(Beginning of Supplied entries)

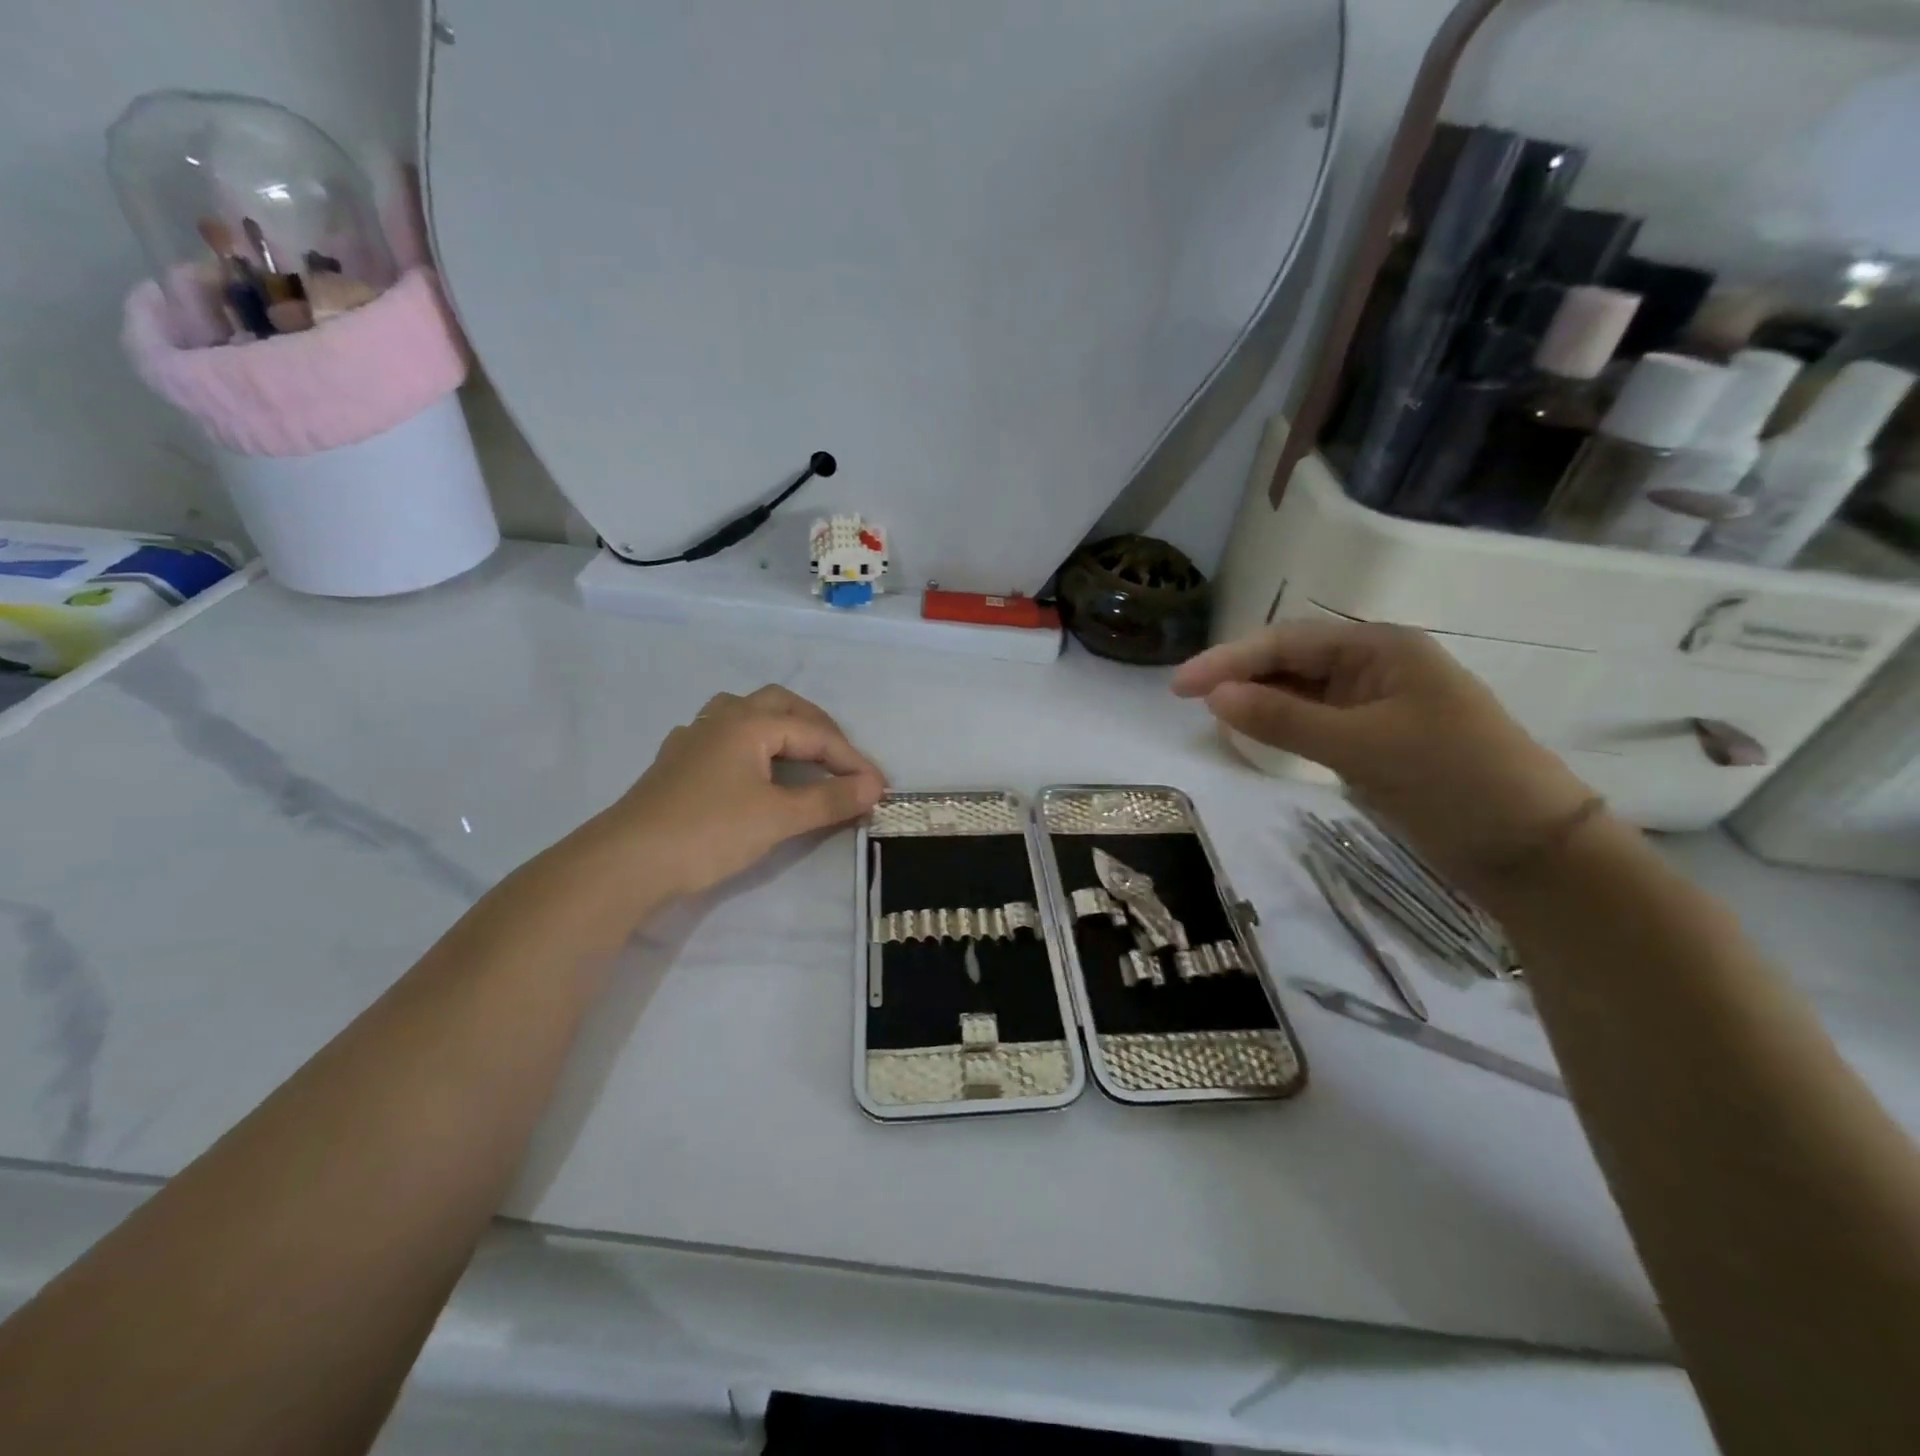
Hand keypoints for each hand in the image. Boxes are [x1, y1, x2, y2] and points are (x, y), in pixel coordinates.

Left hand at [588, 685, 885, 899]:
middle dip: (818, 729)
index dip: (851, 760)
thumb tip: (874, 787)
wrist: (626, 863)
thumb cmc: (708, 832)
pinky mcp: (675, 764)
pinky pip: (722, 737)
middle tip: (842, 761)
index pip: (814, 733)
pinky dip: (750, 745)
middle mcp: (721, 719)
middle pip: (780, 705)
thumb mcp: (778, 817)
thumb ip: (829, 800)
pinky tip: (749, 769)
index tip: (878, 788)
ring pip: (745, 714)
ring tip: (800, 753)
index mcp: (749, 722)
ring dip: (780, 727)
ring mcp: (693, 739)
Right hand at [1173, 622, 1594, 889]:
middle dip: (1239, 675)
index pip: (1287, 643)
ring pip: (1301, 691)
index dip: (1229, 661)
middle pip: (1292, 660)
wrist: (1532, 850)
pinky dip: (1283, 724)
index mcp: (1380, 648)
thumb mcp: (1362, 746)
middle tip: (1187, 699)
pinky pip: (1316, 720)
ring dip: (1259, 699)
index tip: (1179, 687)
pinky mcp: (1376, 740)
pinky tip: (1256, 732)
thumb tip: (1213, 697)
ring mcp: (1377, 704)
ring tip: (1211, 714)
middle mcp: (1375, 666)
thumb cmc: (1453, 781)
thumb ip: (1283, 720)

(End of Supplied entries)

Task goal.
Check each line above for the string "middle" and copy every line that has it.

Completed task.
middle dip: (818, 729)
middle tip: (842, 761)
middle mcp: (721, 719)
middle pip: (780, 705)
middle dip: (1239, 675)
middle pip: (1292, 660)
middle tip: (1187, 699)
middle mcp: (1375, 666)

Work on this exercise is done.